The American aid to Colombian security forces continued even when the U.S. operatives saw them torturing suspects. Even when U.S. soldiers concluded that the Colombians were flinging captured men out of helicopters. And even when the Colombians organized Escobar's rival narcotraffickers into a death squad known as the People Persecuted by Pablo Escobar, or "Pepes" for short.

The Pepes murdered not just suspected drug barons but their lawyers, cab drivers, real estate agents, apartment building managers, horse trainers, and maids—perhaps as many as 300 people in all. There was overwhelming evidence that they were using intelligence supplied by Centra Spike and other U.S. agencies to target their killings, but the Americans never blinked. An American DEA agent, Javier Peña, was so chummy with the Pepes that one of them presented him with a gold watch. Peña is now in charge of the DEA office in Bogota.

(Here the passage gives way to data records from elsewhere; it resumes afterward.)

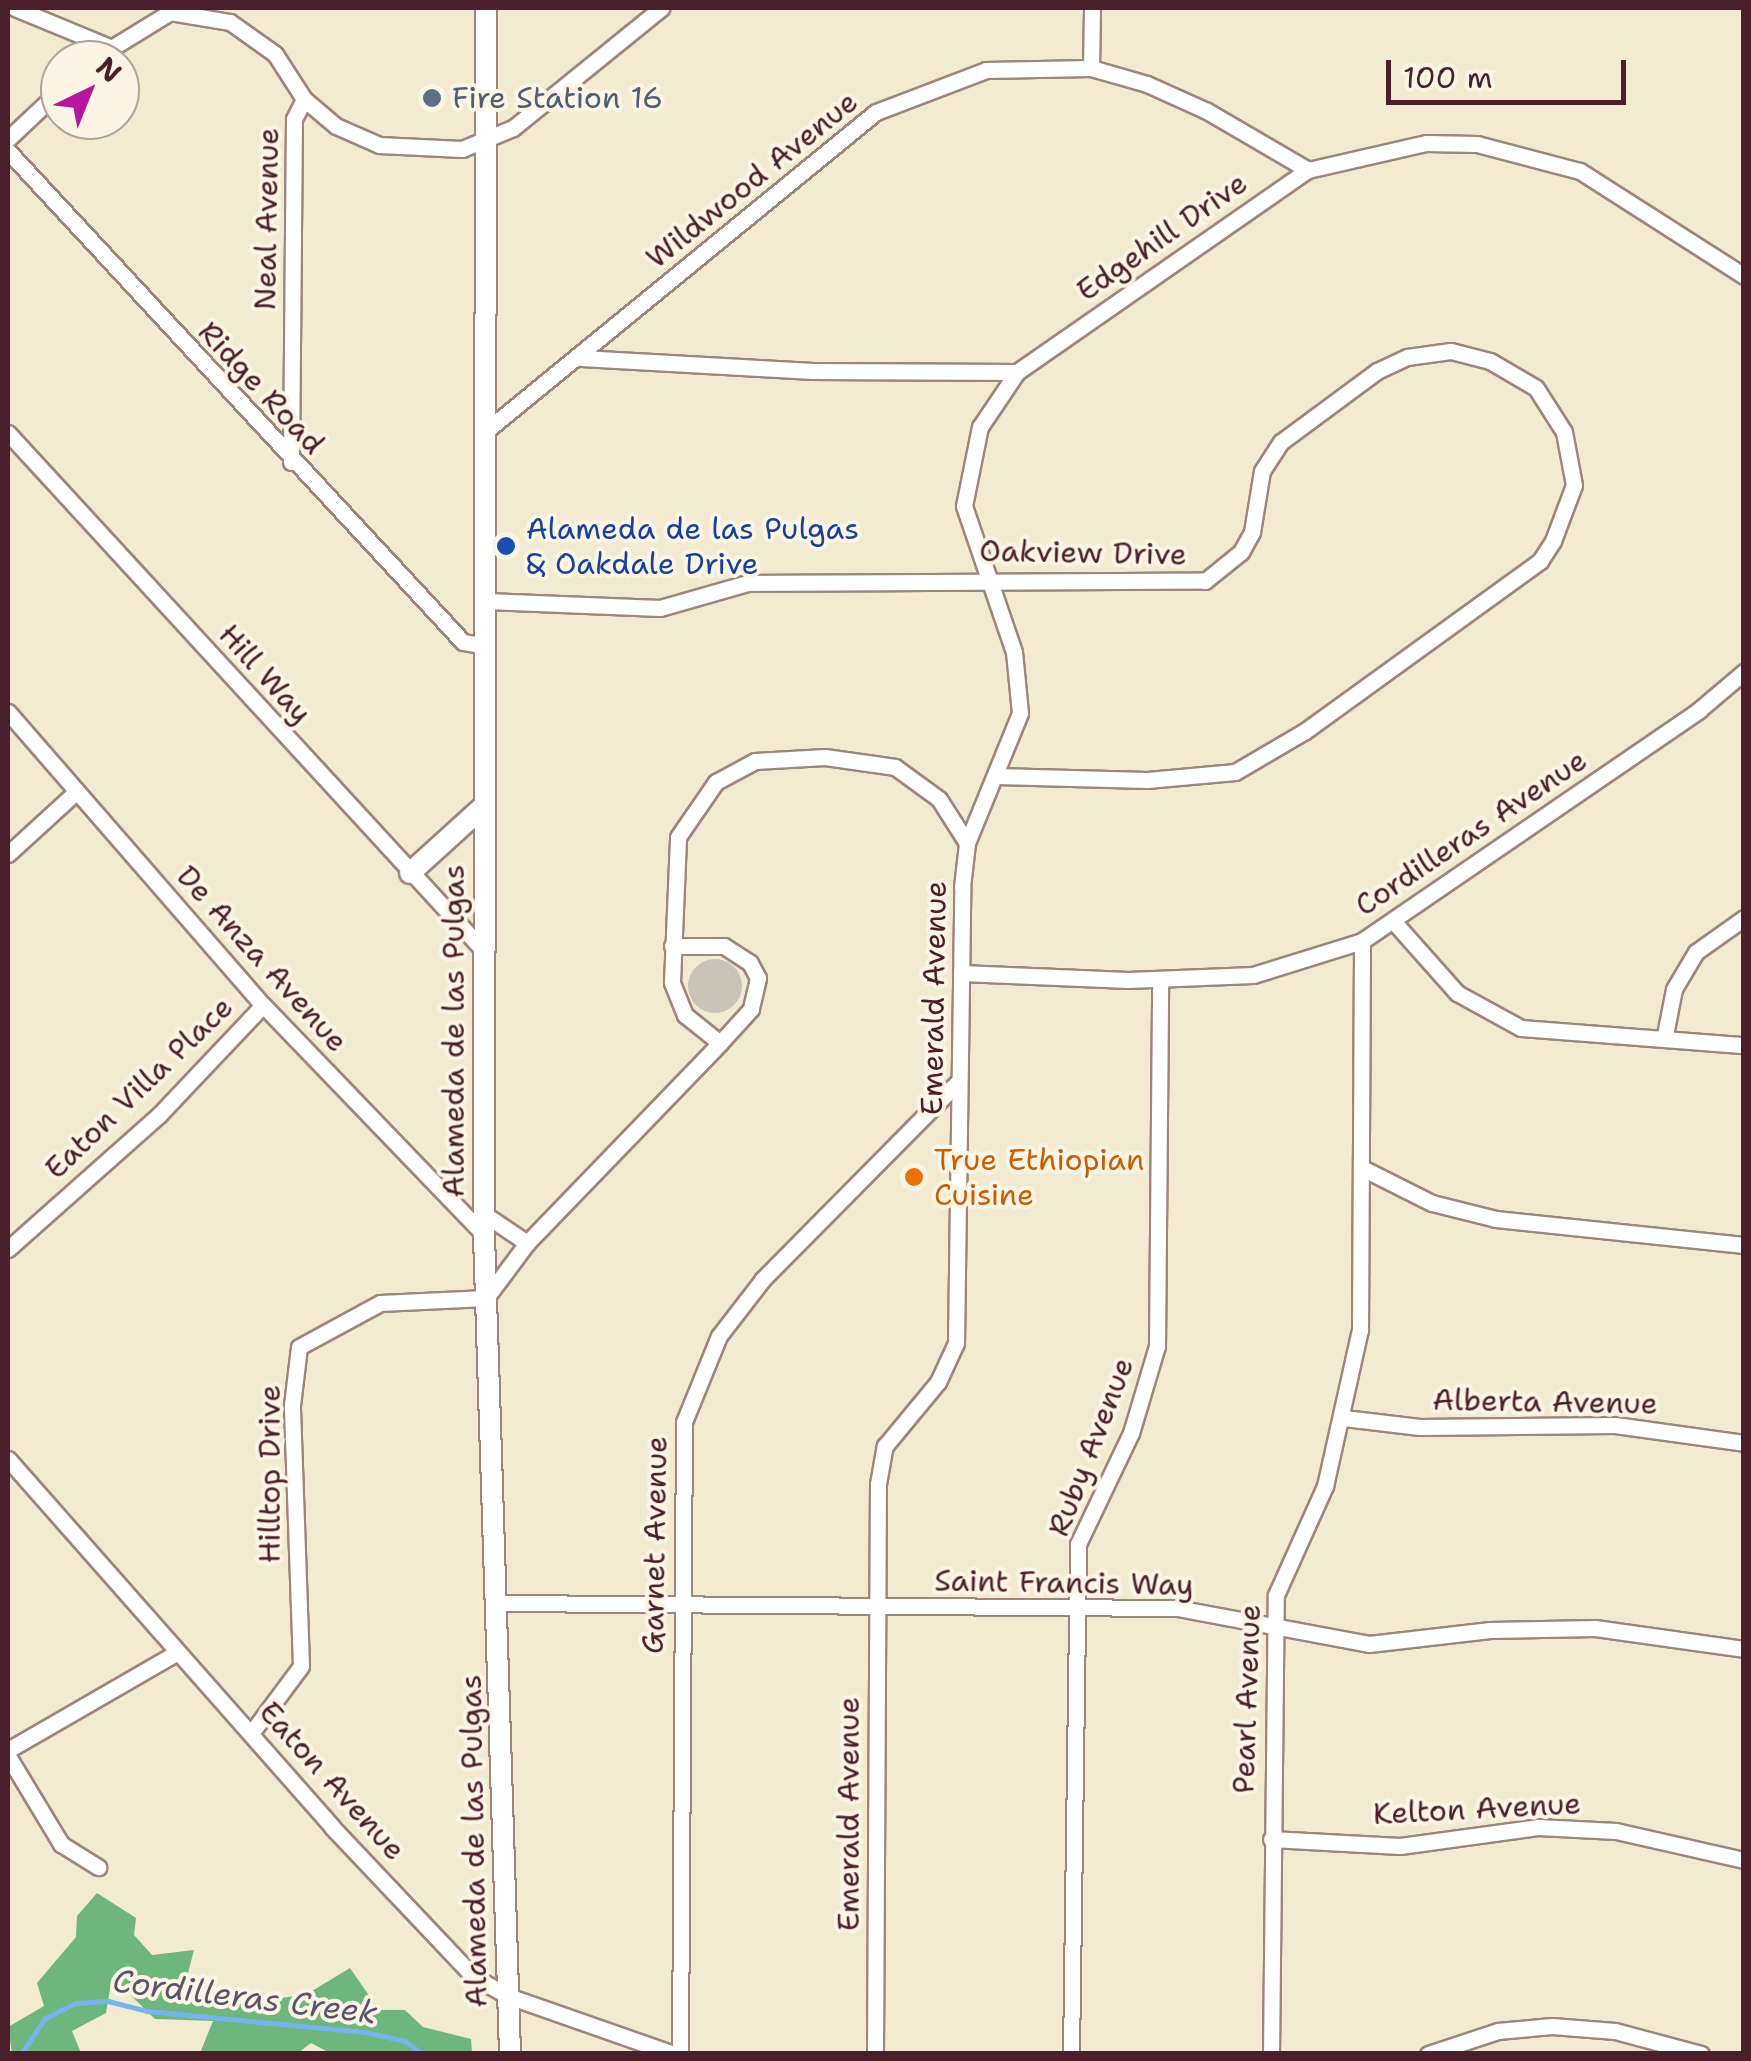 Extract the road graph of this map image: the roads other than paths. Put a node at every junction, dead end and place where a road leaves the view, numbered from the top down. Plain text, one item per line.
1 (16, 8) edge
2 (486, 8) edge
3 (662, 8) edge
4 (1092, 8) edge
5 (93, 40) edge
6 (119, 40) edge
7 (1092, 68) junction
8 (304, 99) junction
9 (40, 109) edge
10 (8, 139) edge
11 (488, 141) junction
12 (8, 152) edge
13 (1308, 170) junction
14 (1744, 276) edge
15 (580, 358) junction
16 (1016, 372) junction
17 (488, 430) junction
18 (8, 433) edge
19 (291, 462) junction
20 (985, 579) junction
21 (486, 601) junction
22 (485, 646) junction
23 (1744, 672) edge
24 (8, 712) edge
25 (996, 776) junction
26 (77, 791) junction
27 (484, 806) junction
28 (967, 843) junction
29 (8, 854) edge
30 (410, 872) junction
31 (1744, 918) edge
32 (1394, 922) junction
33 (1362, 940) junction
34 (672, 946) junction
35 (484, 951) junction
36 (962, 972) junction
37 (1160, 980) junction
38 (263, 1006) junction
39 (1665, 1035) junction
40 (720, 1043) junction
41 (1744, 1046) edge
42 (959, 1081) junction
43 (1362, 1168) junction
44 (484, 1225) junction
45 (527, 1243) junction
46 (1744, 1245) edge
47 (8, 1249) edge
48 (486, 1298) junction
49 (1344, 1418) junction
50 (1744, 1443) edge
51 (8, 1459) edge
52 (498, 1603) junction
53 (680, 1605) junction
54 (878, 1606) junction
55 (1078, 1608) junction
56 (1274, 1624) junction
57 (1744, 1649) edge
58 (178, 1652) junction
59 (252, 1732) junction
60 (8, 1753) edge
61 (1271, 1838) junction
62 (1744, 1860) edge
63 (98, 1867) dead end
64 (508, 1996) junction
65 (510, 2054) edge
66 (677, 2054) edge
67 (875, 2054) edge
68 (1070, 2054) edge
69 (1271, 2054) edge
70 (1428, 2054) edge
71 (1701, 2054) edge

1 - 5 street
2 - 11 main road, Alameda de las Pulgas
3 - 11 street
4 - 7 street
6 - 8 street
7 - 13 street, Wildwood Avenue
7 - 15 street, Wildwood Avenue
8 - 11 street
8 - 19 street, Neal Avenue
9 - 10 street
11 - 17 main road, Alameda de las Pulgas
12 - 19 street, Ridge Road
13 - 14 street, Edgehill Drive
13 - 16 street, Edgehill Drive
15 - 16 street
15 - 17 street, Wildwood Avenue
16 - 20 street, Emerald Avenue
17 - 21 main road, Alameda de las Pulgas
18 - 30 street, Hill Way
19 - 22 street, Ridge Road
20 - 21 street, Oakview Drive
20 - 25 street, Emerald Avenue
20 - 25 street, Oakview Drive
21 - 22 main road, Alameda de las Pulgas
22 - 27 main road, Alameda de las Pulgas
23 - 32 street, Cordilleras Avenue
24 - 26 street, De Anza Avenue
25 - 28 street, Emerald Avenue
26 - 29 street
26 - 38 street, De Anza Avenue
27 - 30 main road
27 - 35 main road, Alameda de las Pulgas
28 - 34 street
28 - 36 street, Emerald Avenue
30 - 35 street, Hill Way
31 - 39 street
32 - 33 street, Cordilleras Avenue
32 - 39 street
33 - 37 street, Cordilleras Avenue
33 - 43 street, Pearl Avenue
34 - 40 street
34 - 40 street
35 - 44 main road, Alameda de las Pulgas
36 - 37 street, Cordilleras Avenue
36 - 42 street, Emerald Avenue
37 - 55 street, Ruby Avenue
38 - 44 street, De Anza Avenue
38 - 47 street, Eaton Villa Place
39 - 41 street
40 - 45 street
42 - 53 street, Garnet Avenue
42 - 54 street, Emerald Avenue
43 - 46 street
43 - 49 street, Pearl Avenue
44 - 45 street
44 - 48 main road, Alameda de las Pulgas
45 - 48 street
48 - 52 main road, Alameda de las Pulgas
48 - 59 street, Hilltop Drive
49 - 50 street, Alberta Avenue
49 - 56 street, Pearl Avenue
51 - 58 street, Eaton Avenue
52 - 53 street, Saint Francis Way
52 - 64 main road, Alameda de las Pulgas
53 - 54 street, Saint Francis Way
53 - 66 street, Garnet Avenue
54 - 55 street, Saint Francis Way
54 - 67 street, Emerald Avenue
55 - 56 street, Saint Francis Way
55 - 68 street, Ruby Avenue
56 - 57 street, Saint Francis Way
56 - 61 street, Pearl Avenue
58 - 59 street, Eaton Avenue
58 - 60 street
59 - 64 street, Eaton Avenue
60 - 63 street
61 - 62 street, Kelton Avenue
61 - 69 street, Pearl Avenue
64 - 65 main road, Alameda de las Pulgas
64 - 66 street, Eaton Avenue
70 - 71 street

It's a complicated tale that might have overwhelmed a lesser writer, but Bowden skillfully weaves a narrative studded with anecdotes that are hilarious, horrifying, and tragic, sometimes simultaneously. No magical realist could have imagined Escobar's young daughter wandering the lobby of a deserted Medellin hotel, singing her own lyrics to an old Colombian Christmas hymn: "The Pepes want to kill my father, my family, and me."

Pablo Escobar was eventually killed,though not by the Pepes; he was probably murdered by a Colombian cop as he lay on the ground, helpless from a leg wound. His death and the destruction of the Medellin cartel barely caused a blip in Colombia's cocaine trade, which passed into the hands of the country's Marxist guerrillas, who now pose a threat to the security of the entire region.

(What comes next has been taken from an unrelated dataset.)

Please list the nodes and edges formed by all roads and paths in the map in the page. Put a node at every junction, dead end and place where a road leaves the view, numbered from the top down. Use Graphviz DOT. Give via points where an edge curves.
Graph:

But then, the American drug warriors were never under any delusion that they were going to stop cocaine from flowing into the United States. "The Americans had signed on for this job believing that it was about something bigger," writes Bowden. "It was about democracy, the rule of law, standing up for justice and civilization."

That is, by trampling Colombia's constitution and subverting its already shaky criminal justice system, by executing criminal suspects without trials or convictions, by murdering cab drivers and housemaids, the American government sought to civilize Colombia. As we used to say in Vietnam, sometimes you've got to destroy the village in order to save it.

That's why nobody should have been surprised in May when a Peruvian jet, guided in for the attack by a U.S. intelligence aircraft, mistook a plane full of missionaries for drug smugglers and shot it down, taking the lives of a young Michigan woman named Roni Bowers and her infant daughter. It's only a small step from killing Pablo to killing Roni.